How quickly we deduced in the last decade that doing nothing was a thing of shame! How soon we arrived at the conclusion that if one did nothing but read a novel or three in a week it would alter the DNA of their being FOR THE WORSE! I had only ever heard the opposite of this till I made my way into life as an independent person. That reading and thinking were interconnected. And that those were obviously good things.
But now we were in a world where thinking is thought of as detrimental to use of time and even mind space. What if we monetise thinking, though? Each time a new thought comes to your mind, a couple of crunchy green bills produce themselves out of the ether. Maybe that will help change the narrative (I HATE THIS WORD WITH ALL MY GALL)?
This takes me to a dialogue from Sally Rooney’s Normal People (which I am never not reading and thinking about). While on vacation in Italy, Connell says to Marianne:
“That's money, the substance that makes the world real. There's something so corrupt and sexy about it.”
This is an observation that happens on the sides of Connell’s life where at some points he is just desperate to merely make ends meet while trying to find his way through university. The beauty of the novel, and of this sentence lies not in its reading of love, language and communication, but in its meditation on class divides that run so steeply in our lives.
Access to museums, Italian gelatos, fresh produce, cycling trips along the countryside, speaking in a foreign tongue while living in a faraway country — these were things once out of Connell’s imagination, but a scholarship made them all feel concrete. A small town, working class, hardworking boy who dreamt of writing, reading and working in those fields as a career is rewarded with something close to his hopes.
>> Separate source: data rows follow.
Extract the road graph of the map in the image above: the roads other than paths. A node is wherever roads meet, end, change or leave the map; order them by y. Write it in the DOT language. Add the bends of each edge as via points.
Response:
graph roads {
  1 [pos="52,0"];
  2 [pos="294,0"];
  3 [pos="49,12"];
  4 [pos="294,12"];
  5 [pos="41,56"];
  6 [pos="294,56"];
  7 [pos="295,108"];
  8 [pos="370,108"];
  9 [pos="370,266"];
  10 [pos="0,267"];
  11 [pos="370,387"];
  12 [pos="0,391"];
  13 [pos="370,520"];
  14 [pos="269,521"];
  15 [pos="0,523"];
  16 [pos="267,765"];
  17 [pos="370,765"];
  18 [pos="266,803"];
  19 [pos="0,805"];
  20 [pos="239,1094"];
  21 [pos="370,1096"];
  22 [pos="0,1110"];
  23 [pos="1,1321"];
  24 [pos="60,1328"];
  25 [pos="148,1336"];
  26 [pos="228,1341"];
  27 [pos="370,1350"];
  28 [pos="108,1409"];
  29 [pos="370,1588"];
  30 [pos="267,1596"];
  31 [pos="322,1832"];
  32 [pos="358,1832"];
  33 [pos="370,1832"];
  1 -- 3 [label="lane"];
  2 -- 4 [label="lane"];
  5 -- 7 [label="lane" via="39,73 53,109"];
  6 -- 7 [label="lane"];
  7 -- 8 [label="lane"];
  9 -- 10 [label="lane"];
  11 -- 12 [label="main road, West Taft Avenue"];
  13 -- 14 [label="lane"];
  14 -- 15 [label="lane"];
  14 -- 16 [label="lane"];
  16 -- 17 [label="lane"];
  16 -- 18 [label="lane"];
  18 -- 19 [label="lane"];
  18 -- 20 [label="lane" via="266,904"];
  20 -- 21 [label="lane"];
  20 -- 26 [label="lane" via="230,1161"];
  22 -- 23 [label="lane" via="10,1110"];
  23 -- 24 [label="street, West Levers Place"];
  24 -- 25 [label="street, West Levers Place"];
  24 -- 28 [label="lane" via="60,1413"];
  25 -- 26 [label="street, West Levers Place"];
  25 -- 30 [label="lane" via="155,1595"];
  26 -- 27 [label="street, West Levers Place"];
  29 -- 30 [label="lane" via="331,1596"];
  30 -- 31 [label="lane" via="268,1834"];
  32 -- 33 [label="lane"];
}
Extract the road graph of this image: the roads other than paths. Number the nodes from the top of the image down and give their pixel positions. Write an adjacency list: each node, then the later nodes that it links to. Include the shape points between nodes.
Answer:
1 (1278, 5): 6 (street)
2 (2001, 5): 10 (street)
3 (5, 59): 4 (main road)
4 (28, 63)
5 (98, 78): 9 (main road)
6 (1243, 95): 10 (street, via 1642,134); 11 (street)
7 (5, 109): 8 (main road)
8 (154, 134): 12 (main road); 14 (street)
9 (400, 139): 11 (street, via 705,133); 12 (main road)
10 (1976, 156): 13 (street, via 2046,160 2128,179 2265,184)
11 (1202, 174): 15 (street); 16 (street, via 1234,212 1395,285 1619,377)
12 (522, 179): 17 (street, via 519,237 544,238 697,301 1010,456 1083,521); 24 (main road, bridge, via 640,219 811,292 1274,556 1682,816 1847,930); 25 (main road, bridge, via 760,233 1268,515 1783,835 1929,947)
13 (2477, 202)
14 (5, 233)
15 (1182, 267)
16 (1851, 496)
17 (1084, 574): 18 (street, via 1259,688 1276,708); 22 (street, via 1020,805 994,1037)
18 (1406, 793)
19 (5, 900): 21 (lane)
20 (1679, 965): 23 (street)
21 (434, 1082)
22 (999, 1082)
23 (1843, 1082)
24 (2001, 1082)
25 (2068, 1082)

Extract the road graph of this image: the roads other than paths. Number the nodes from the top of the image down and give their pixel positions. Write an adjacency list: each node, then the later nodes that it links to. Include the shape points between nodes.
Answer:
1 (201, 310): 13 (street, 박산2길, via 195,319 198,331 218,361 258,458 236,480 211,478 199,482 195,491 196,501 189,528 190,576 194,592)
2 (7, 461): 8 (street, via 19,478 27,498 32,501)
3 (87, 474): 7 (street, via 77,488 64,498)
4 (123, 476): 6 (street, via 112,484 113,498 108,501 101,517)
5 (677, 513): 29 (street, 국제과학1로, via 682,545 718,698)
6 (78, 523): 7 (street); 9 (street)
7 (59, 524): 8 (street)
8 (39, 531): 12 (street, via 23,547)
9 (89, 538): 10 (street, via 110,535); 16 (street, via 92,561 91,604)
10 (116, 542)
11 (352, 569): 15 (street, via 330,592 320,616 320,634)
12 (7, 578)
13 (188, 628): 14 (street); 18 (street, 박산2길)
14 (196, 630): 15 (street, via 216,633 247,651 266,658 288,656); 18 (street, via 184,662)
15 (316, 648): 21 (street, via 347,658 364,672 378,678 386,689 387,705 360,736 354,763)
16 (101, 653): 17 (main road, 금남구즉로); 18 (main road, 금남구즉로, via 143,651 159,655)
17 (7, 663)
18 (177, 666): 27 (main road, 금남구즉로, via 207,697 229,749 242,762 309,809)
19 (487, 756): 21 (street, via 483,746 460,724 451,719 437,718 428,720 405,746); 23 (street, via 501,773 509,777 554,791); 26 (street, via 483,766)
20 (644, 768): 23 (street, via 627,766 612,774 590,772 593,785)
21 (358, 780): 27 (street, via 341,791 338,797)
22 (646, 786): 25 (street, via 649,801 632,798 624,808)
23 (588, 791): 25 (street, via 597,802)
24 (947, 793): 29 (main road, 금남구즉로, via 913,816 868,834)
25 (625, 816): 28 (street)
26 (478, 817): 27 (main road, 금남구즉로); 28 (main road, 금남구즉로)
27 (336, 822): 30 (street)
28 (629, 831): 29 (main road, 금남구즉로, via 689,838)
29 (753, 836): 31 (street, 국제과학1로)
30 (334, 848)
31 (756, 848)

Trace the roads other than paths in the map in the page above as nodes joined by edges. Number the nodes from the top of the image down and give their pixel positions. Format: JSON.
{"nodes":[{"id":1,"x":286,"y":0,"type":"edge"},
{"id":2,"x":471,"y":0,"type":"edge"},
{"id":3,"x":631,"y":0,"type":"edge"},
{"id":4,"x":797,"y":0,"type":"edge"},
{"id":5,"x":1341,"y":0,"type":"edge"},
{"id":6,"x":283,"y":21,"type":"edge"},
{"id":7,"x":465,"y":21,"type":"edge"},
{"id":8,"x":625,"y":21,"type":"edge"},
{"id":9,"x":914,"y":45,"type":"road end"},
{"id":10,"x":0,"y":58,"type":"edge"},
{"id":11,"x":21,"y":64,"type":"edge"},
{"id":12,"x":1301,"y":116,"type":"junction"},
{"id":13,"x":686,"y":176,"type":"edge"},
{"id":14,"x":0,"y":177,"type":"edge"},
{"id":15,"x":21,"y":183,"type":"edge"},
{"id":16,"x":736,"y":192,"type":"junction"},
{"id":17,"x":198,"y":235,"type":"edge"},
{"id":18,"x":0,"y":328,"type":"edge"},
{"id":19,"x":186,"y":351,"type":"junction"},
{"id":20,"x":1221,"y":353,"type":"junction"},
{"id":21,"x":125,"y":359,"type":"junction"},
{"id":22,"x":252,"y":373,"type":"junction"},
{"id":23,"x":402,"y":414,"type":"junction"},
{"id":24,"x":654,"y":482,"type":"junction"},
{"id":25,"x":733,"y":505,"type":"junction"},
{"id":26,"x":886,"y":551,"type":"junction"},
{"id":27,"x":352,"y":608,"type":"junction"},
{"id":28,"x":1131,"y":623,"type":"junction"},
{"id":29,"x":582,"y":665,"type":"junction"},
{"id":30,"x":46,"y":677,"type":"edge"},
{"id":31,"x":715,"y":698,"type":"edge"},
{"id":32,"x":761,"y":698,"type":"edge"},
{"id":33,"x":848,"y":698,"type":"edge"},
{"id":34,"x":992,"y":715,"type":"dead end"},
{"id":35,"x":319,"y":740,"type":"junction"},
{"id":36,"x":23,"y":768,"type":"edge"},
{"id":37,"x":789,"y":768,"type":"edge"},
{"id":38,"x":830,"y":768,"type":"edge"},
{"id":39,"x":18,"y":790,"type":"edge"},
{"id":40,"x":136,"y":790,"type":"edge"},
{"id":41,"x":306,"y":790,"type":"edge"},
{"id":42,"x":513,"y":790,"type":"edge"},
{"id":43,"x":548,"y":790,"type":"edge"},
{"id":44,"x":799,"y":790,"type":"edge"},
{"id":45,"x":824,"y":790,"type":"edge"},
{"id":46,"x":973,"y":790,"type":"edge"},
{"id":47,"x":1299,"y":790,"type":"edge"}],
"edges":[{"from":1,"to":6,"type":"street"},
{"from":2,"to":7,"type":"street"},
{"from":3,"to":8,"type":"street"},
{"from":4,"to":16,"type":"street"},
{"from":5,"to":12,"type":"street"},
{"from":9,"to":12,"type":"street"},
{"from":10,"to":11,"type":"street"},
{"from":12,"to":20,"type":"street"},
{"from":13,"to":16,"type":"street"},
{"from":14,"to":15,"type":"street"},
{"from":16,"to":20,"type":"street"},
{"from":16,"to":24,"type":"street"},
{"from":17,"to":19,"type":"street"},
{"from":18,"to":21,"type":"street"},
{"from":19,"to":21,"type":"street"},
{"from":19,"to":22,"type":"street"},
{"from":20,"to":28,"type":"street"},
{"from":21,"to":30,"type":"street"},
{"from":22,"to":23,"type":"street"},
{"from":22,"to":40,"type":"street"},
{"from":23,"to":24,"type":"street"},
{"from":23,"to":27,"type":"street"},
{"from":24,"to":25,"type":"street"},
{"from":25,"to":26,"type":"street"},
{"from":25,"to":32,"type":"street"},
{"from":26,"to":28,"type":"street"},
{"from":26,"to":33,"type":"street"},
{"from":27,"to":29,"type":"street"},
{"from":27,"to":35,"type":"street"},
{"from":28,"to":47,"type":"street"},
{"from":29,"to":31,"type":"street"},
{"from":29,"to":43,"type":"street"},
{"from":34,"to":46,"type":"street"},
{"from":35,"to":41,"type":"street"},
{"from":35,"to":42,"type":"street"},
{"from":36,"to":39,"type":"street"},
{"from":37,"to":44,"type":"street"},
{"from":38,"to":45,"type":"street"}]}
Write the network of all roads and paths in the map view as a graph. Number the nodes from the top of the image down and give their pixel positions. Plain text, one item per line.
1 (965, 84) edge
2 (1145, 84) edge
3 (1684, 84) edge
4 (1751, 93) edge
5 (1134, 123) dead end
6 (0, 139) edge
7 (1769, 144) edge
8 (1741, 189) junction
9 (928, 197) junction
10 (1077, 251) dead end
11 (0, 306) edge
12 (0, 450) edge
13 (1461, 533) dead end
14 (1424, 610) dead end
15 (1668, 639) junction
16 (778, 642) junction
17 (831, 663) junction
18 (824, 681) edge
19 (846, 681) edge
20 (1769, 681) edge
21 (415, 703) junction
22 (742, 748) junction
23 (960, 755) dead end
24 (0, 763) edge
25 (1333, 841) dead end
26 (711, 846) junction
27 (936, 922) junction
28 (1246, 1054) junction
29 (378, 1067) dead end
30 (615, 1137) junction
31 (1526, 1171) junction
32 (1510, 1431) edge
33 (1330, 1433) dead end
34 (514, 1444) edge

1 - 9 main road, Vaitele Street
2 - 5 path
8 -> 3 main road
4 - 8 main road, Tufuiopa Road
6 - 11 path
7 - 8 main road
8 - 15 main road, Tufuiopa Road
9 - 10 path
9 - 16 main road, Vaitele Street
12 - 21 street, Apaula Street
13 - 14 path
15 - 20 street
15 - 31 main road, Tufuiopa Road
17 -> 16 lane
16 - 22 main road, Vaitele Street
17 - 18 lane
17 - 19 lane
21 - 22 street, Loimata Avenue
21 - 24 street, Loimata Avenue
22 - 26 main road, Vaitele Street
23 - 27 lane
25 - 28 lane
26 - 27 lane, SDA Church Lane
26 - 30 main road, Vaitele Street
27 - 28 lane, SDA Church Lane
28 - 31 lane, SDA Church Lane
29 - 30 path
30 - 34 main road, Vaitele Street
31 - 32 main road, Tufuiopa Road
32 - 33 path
For every Connell who is able to meet or rather shape his destiny, there are hundreds of others we don’t read of in novels. The ones who came this close, the ones who didn’t even try because they were born resigned, the ones reduced to being good-for-nothings. This then makes me wonder about the pertinence of being a “good-for-nothing” in today’s economy, age and time.
How and why do we measure them? On what scale? In an increasingly dark, sad world who are these seemingly uncaring beacons of hope. This thought hadn’t even occurred to me till last week until I saw a little, innocuous question posited at me in the form of a cue-card at the Goethe museum.
Ever since I came across this, the thought has been circling in my mind. Little dervish of a thought, I’d say. Who are these good-for-nothings and who are the people who named them so? What authority does a capitalism-whinged society have on people who maybe know better than the rest of the race how to suture their time on this planet! The rest of it is an ongoing (perhaps even unhealthy, sad-angry) debate one continues to have with oneself.
Waking up at 4am not to have a drink of water, but to stare at the clear sky and think of the cadences of the homebound planes crisscrossing through it. What does a good-for-nothing do in a time and climate like today’s? A musing as diabolical as that feels nothing but a temporal glitch. Let’s fix that with an affogato!